Whenever a line of the records below contains the word "Right", copy that line.

-------- SOURCE DATA

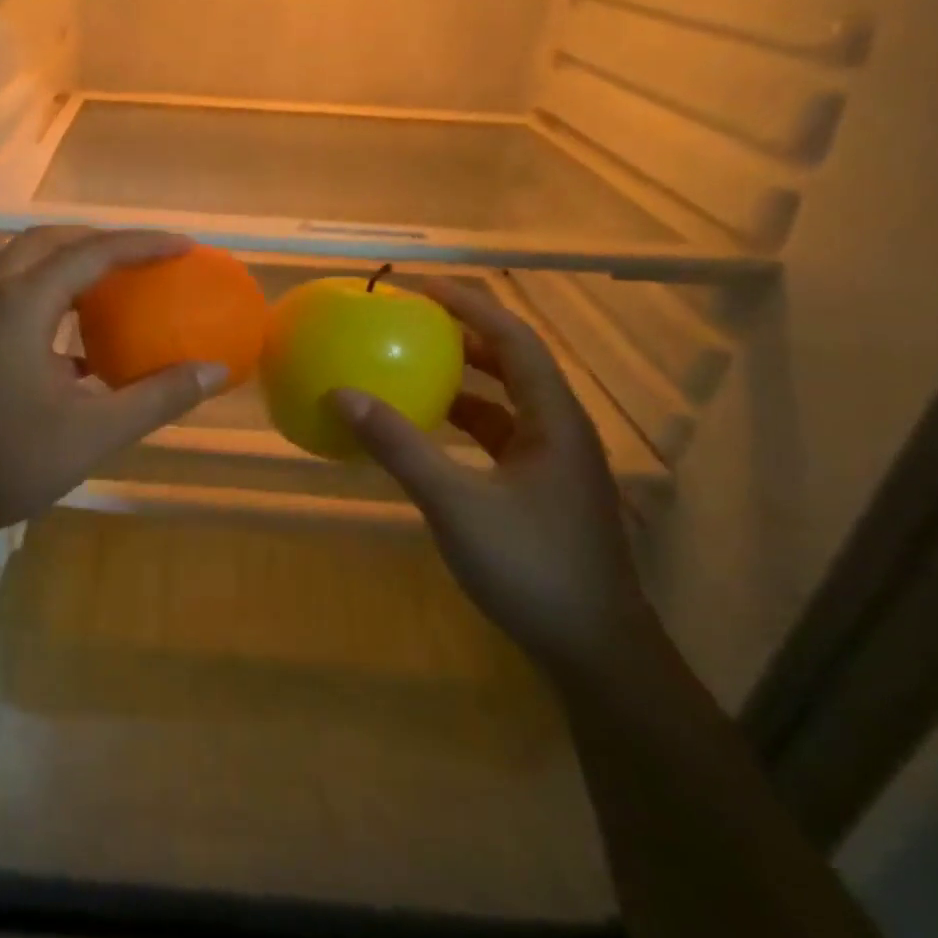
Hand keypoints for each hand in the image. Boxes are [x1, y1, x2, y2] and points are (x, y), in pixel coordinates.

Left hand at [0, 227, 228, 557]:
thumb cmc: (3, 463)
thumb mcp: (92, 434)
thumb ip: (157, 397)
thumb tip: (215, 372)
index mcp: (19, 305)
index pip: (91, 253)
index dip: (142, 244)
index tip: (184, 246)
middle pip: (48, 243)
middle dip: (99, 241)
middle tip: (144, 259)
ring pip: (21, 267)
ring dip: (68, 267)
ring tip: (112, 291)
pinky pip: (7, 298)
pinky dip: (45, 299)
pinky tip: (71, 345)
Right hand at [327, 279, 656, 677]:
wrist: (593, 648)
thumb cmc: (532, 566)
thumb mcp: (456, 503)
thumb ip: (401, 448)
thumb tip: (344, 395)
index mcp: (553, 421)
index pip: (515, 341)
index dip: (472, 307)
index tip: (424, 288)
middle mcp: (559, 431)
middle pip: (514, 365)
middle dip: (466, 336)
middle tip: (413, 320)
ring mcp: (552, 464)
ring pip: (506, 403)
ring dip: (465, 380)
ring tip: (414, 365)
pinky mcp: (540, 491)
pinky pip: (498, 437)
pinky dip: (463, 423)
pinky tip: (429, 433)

----------------
-------- SOURCE DATA

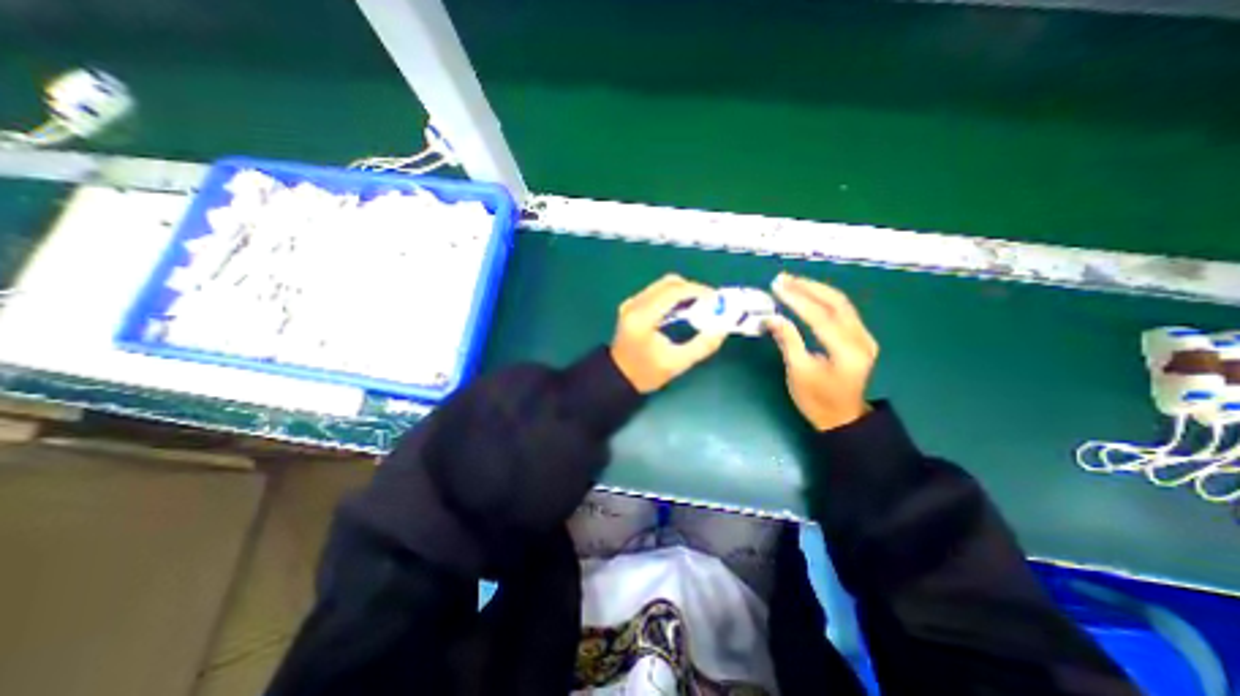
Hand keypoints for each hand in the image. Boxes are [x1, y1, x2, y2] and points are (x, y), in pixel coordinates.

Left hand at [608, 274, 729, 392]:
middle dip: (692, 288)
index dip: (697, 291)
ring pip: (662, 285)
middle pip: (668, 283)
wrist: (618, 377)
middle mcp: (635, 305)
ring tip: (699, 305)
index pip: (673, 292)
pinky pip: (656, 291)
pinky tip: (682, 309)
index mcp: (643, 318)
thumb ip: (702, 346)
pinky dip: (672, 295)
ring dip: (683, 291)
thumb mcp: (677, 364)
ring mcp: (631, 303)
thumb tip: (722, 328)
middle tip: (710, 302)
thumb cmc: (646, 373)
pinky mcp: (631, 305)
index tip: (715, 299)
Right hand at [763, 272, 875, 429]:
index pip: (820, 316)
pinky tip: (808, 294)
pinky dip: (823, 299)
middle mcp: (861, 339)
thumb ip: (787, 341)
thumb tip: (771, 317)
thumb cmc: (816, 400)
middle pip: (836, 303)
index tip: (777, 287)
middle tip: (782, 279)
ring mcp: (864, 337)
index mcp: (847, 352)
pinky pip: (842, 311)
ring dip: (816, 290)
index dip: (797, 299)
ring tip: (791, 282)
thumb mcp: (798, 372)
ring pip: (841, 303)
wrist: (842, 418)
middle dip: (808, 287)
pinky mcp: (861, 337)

----------------
-------- SOURCE DATA

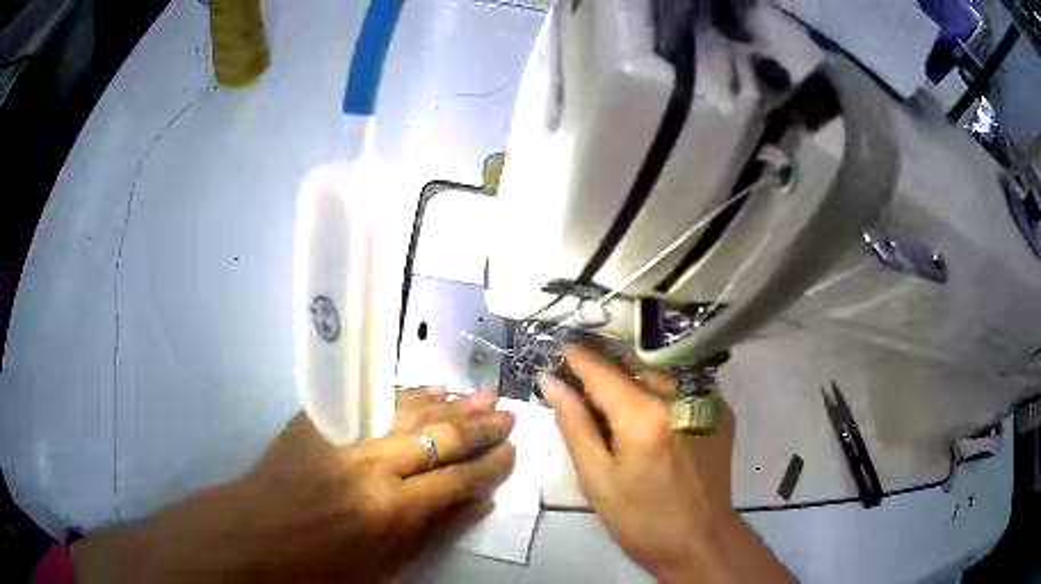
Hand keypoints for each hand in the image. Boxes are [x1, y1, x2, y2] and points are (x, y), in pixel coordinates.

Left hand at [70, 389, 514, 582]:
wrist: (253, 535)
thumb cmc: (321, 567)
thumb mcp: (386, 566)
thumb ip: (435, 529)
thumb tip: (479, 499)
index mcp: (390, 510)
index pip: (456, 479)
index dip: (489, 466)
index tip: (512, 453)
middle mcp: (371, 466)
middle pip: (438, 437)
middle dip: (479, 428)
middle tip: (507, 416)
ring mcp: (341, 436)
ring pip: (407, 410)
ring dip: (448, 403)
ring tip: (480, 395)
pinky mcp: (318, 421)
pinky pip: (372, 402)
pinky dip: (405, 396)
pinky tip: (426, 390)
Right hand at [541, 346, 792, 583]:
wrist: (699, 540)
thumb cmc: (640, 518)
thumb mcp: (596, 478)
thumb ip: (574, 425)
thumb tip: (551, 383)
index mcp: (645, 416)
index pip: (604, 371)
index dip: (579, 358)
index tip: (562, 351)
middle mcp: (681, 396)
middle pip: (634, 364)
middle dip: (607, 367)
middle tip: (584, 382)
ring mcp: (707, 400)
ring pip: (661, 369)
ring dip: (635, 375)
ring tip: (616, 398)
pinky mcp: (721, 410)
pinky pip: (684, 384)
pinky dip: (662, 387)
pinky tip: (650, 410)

----------------

RESPONSE BELOW.
Right hand at [327, 279, 656, 677]:
Right hand at [763, 272, 875, 429]:
Right hand at [541, 346, 792, 583]:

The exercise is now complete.